Saved data entries
+ + + + +
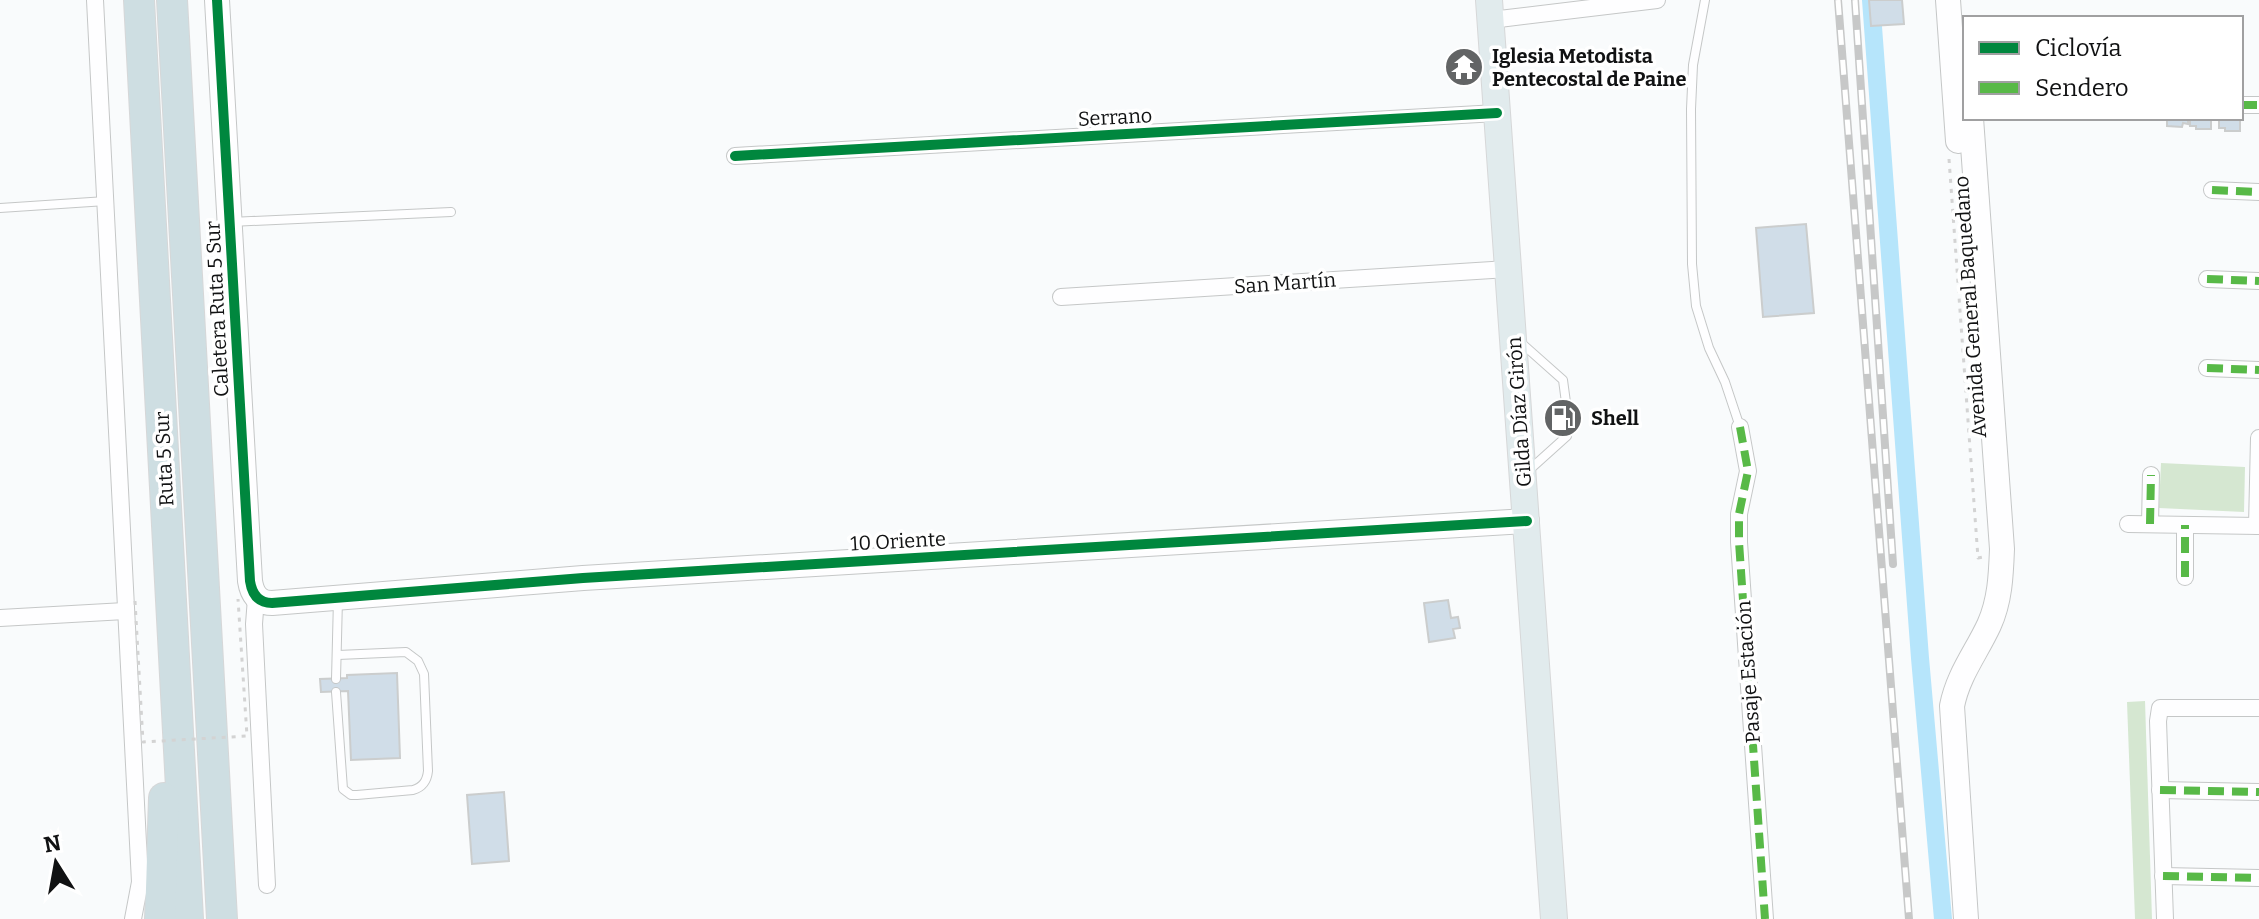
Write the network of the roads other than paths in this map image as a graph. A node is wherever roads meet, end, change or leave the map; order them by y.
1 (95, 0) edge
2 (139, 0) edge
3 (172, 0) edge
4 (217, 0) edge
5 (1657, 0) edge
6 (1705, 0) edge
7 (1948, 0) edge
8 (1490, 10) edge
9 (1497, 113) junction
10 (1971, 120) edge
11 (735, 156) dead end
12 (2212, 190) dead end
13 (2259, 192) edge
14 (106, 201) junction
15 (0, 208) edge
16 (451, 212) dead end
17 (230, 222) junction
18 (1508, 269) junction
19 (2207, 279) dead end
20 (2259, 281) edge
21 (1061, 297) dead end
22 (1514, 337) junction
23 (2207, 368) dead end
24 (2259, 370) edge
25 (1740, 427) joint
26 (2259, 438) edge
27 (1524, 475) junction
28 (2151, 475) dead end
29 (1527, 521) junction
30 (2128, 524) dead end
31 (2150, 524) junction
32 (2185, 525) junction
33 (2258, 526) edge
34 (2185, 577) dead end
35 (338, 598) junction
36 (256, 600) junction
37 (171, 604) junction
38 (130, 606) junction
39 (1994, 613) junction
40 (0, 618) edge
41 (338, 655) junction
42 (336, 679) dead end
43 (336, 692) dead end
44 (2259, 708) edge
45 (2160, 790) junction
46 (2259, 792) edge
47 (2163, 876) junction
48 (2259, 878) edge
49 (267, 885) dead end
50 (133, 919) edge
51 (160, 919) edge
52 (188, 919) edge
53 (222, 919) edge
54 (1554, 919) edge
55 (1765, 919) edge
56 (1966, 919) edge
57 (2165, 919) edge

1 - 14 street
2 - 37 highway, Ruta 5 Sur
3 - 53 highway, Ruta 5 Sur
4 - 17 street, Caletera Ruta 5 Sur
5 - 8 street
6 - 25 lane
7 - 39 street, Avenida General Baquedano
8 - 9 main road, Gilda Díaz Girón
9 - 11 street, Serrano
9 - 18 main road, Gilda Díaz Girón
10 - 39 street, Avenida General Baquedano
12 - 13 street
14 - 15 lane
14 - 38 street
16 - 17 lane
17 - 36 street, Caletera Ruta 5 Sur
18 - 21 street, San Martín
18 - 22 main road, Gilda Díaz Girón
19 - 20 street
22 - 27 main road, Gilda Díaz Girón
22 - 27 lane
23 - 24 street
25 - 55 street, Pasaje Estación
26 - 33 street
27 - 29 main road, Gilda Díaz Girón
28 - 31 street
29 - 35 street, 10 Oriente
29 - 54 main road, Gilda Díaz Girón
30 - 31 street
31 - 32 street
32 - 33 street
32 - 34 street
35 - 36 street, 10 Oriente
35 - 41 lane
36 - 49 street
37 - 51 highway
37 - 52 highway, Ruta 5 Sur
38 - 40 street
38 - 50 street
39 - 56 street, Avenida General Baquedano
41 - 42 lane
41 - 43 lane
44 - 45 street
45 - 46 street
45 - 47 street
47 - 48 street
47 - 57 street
+ + + + +
Assigned task:
Each entry should appear again exactly as written, pictures excluded.

Reply to the task:
Write the network of the roads other than paths in this map image as a graph. A node is wherever roads meet, end, change or leave the map; order them by y.
1 (95, 0) edge
2 (139, 0) edge
3 (172, 0) edge
4 (217, 0) edge
5 (1657, 0) edge
6 (1705, 0) edge
7 (1948, 0) edge
8 (1490, 10) edge
9 (1497, 113) junction
10 (1971, 120) edge
11 (735, 156) dead end
12 (2212, 190) dead end
13 (2259, 192) edge
14 (106, 201) junction
15 (0, 208) edge
16 (451, 212) dead end
17 (230, 222) junction
18 (1508, 269) junction
19 (2207, 279) dead end
20 (2259, 281) edge
21 (1061, 297) dead end
22 (1514, 337) junction
23 (2207, 368) dead end
24 (2259, 370) edge
25 (1740, 427) joint
26 (2259, 438) edge
27 (1524, 475) junction
28 (2151, 475) dead end
29 (1527, 521) junction
30 (2128, 524) dead end
31 (2150, 524) junction
32 (2185, 525) junction
33 (2258, 526) edge
34 (2185, 577) dead end
35 (338, 598) junction
36 (256, 600) junction
37 (171, 604) junction
38 (130, 606) junction
39 (1994, 613) junction
40 (0, 618) edge
41 (338, 655) junction
42 (336, 679) dead end
43 (336, 692) dead end
44 (2259, 708) edge
45 (2160, 790) junction
46 (2259, 792) edge
47 (2163, 876) junction
48 (2259, 878) edge
49 (267, 885) dead end
50 (133, 919) edge
51 (160, 919) edge
52 (188, 919) edge
53 (222, 919) edge
54 (1554, 919) edge
55 (1765, 919) edge
56 (1966, 919) edge
57 (2165, 919) edge

1 - 14 street
2 - 37 highway, Ruta 5 Sur
3 - 53 highway, Ruta 5 Sur
4 - 17 street, Caletera Ruta 5 Sur
5 - 8 street
6 - 25 lane
7 - 39 street, Avenida General Baquedano
8 - 9 main road, Gilda Díaz Girón
9 - 11 street, Serrano
9 - 18 main road, Gilda Díaz Girón
10 - 39 street, Avenida General Baquedano
12 - 13 street
14 - 15 lane
14 - 38 street
16 - 17 lane
17 - 36 street, Caletera Ruta 5 Sur
18 - 21 street, San Martín
18 - 22 main road, Gilda Díaz Girón
19 - 20 street
22 - 27 main road, Gilda Díaz Girón
22 - 27 lane
23 - 24 street
25 - 55 street, Pasaje Estación
26 - 33 street
27 - 29 main road, Gilda Díaz Girón
28 - 31 street
29 - 35 street, 10 Oriente
29 - 54 main road, Gilda Díaz Girón
30 - 31 street
31 - 32 street
32 - 33 street
32 - 34 street
35 - 36 street, 10 Oriente
35 - 41 lane
36 - 49 street
37 - 51 highway
37 - 52 highway, Ruta 5 Sur
38 - 40 street
38 - 50 street
39 - 56 street, Avenida General Baquedano
41 - 42 lane
41 - 43 lane
44 - 45 street
45 - 46 street
45 - 47 street
47 - 48 street
47 - 57 street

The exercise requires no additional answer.